About this exercise: Find every line in the records below that holds the word "旧姫街道" and copy it.

Given data:
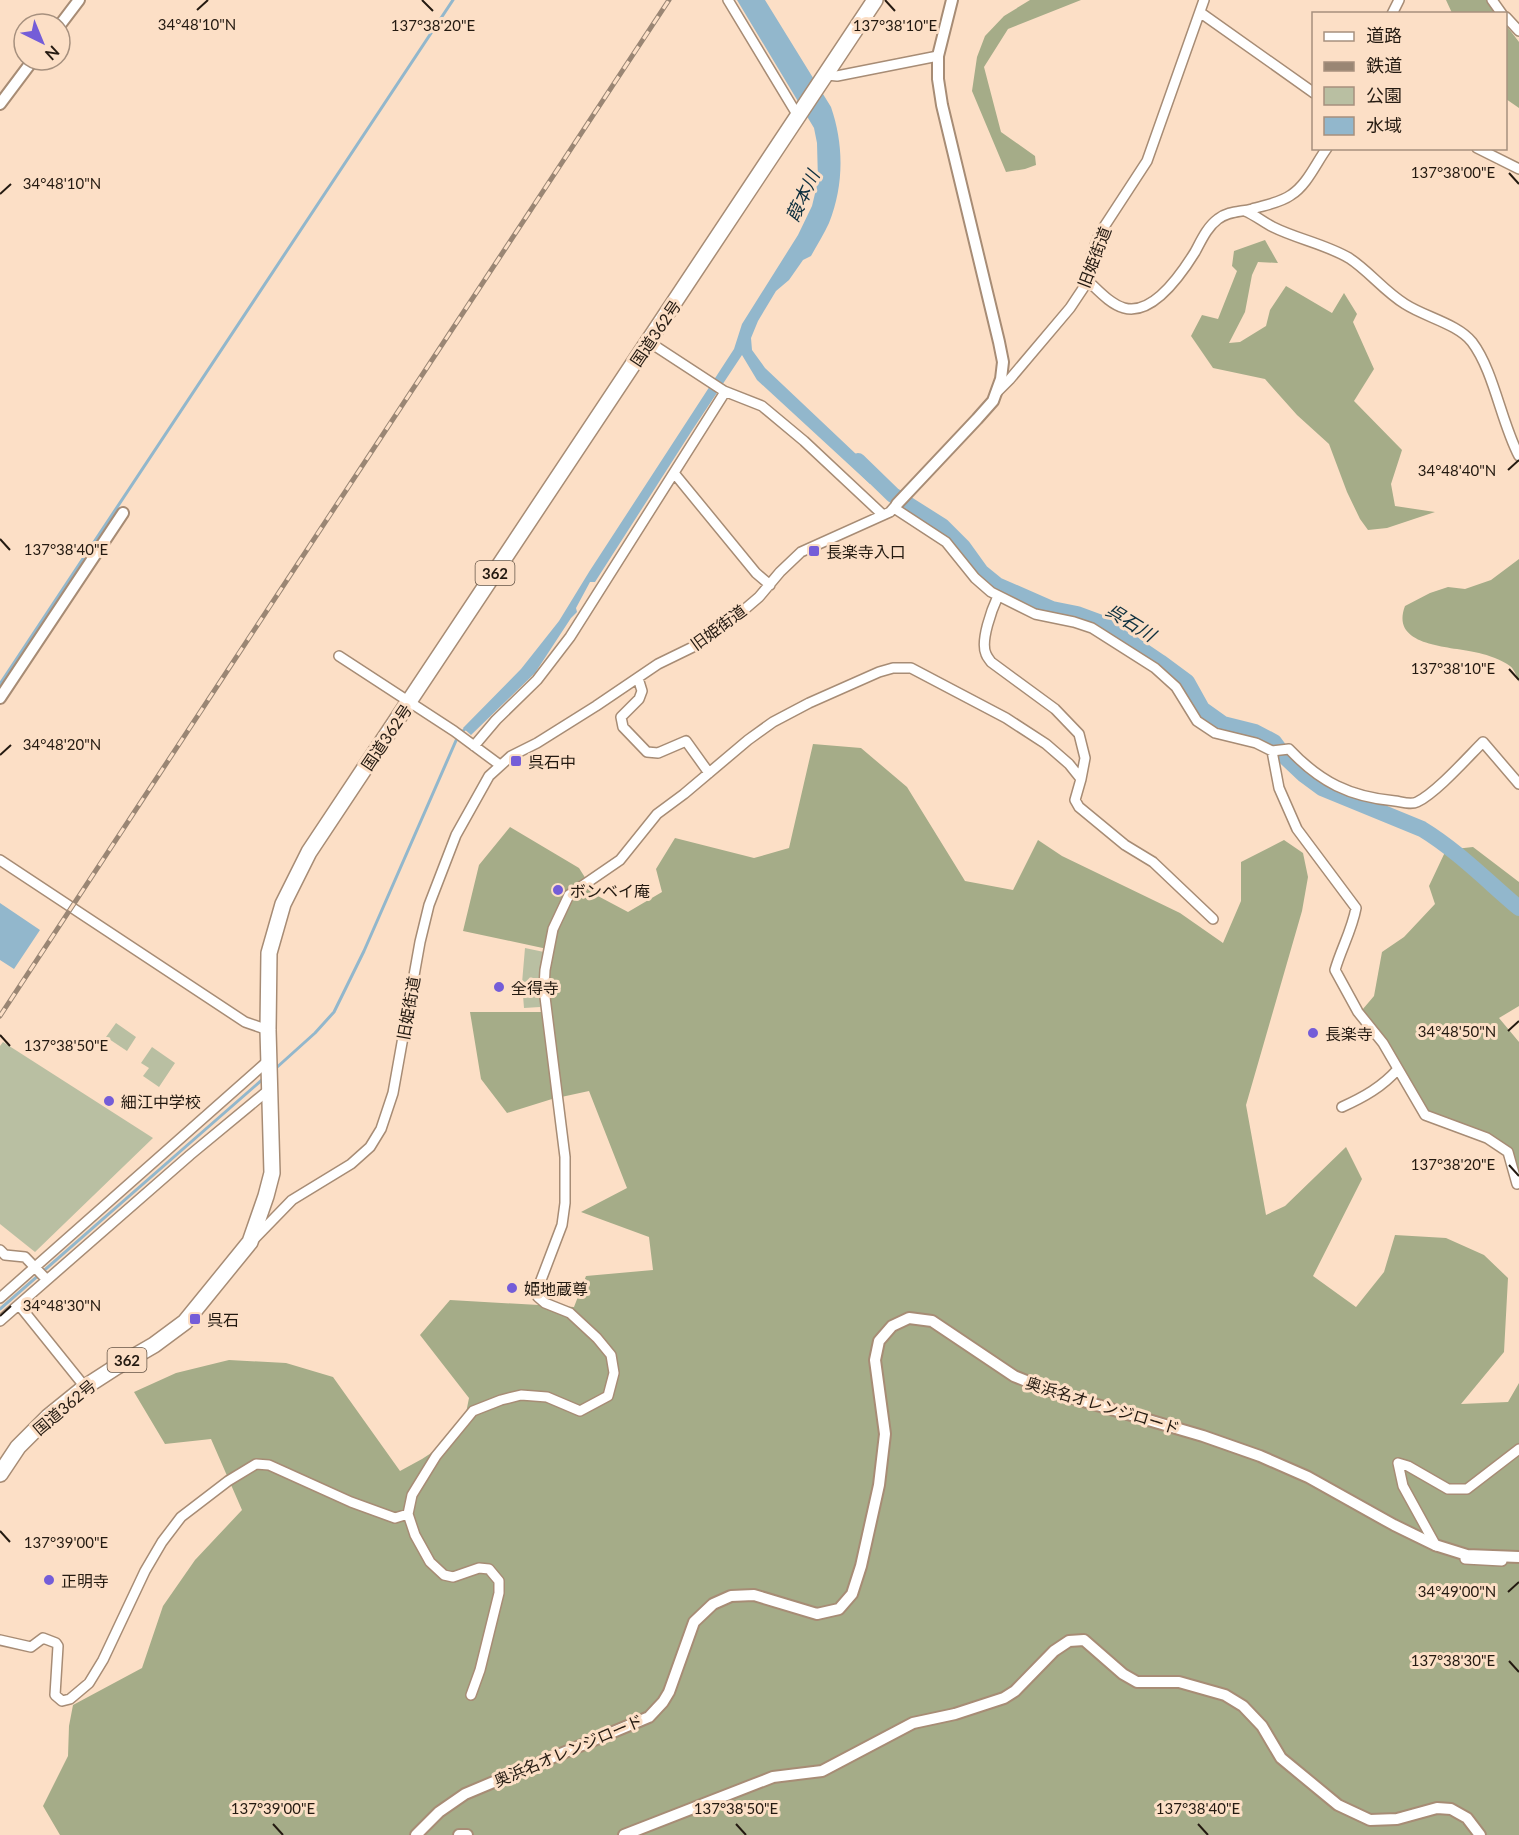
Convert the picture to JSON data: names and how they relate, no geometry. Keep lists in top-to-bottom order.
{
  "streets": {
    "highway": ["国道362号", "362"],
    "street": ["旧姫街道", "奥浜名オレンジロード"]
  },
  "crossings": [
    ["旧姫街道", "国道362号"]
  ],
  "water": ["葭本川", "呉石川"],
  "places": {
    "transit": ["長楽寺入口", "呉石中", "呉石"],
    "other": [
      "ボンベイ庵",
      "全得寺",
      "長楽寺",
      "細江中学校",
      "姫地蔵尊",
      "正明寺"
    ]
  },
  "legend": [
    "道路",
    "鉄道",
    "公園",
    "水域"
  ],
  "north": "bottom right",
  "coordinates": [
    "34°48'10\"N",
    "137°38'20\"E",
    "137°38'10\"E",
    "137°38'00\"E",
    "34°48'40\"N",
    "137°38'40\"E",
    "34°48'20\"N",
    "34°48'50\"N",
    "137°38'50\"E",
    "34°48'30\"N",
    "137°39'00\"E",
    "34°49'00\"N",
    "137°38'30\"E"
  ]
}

Response to the task:
    "street": ["旧姫街道", "奥浜名オレンジロード"]
    ["旧姫街道", "国道362号"]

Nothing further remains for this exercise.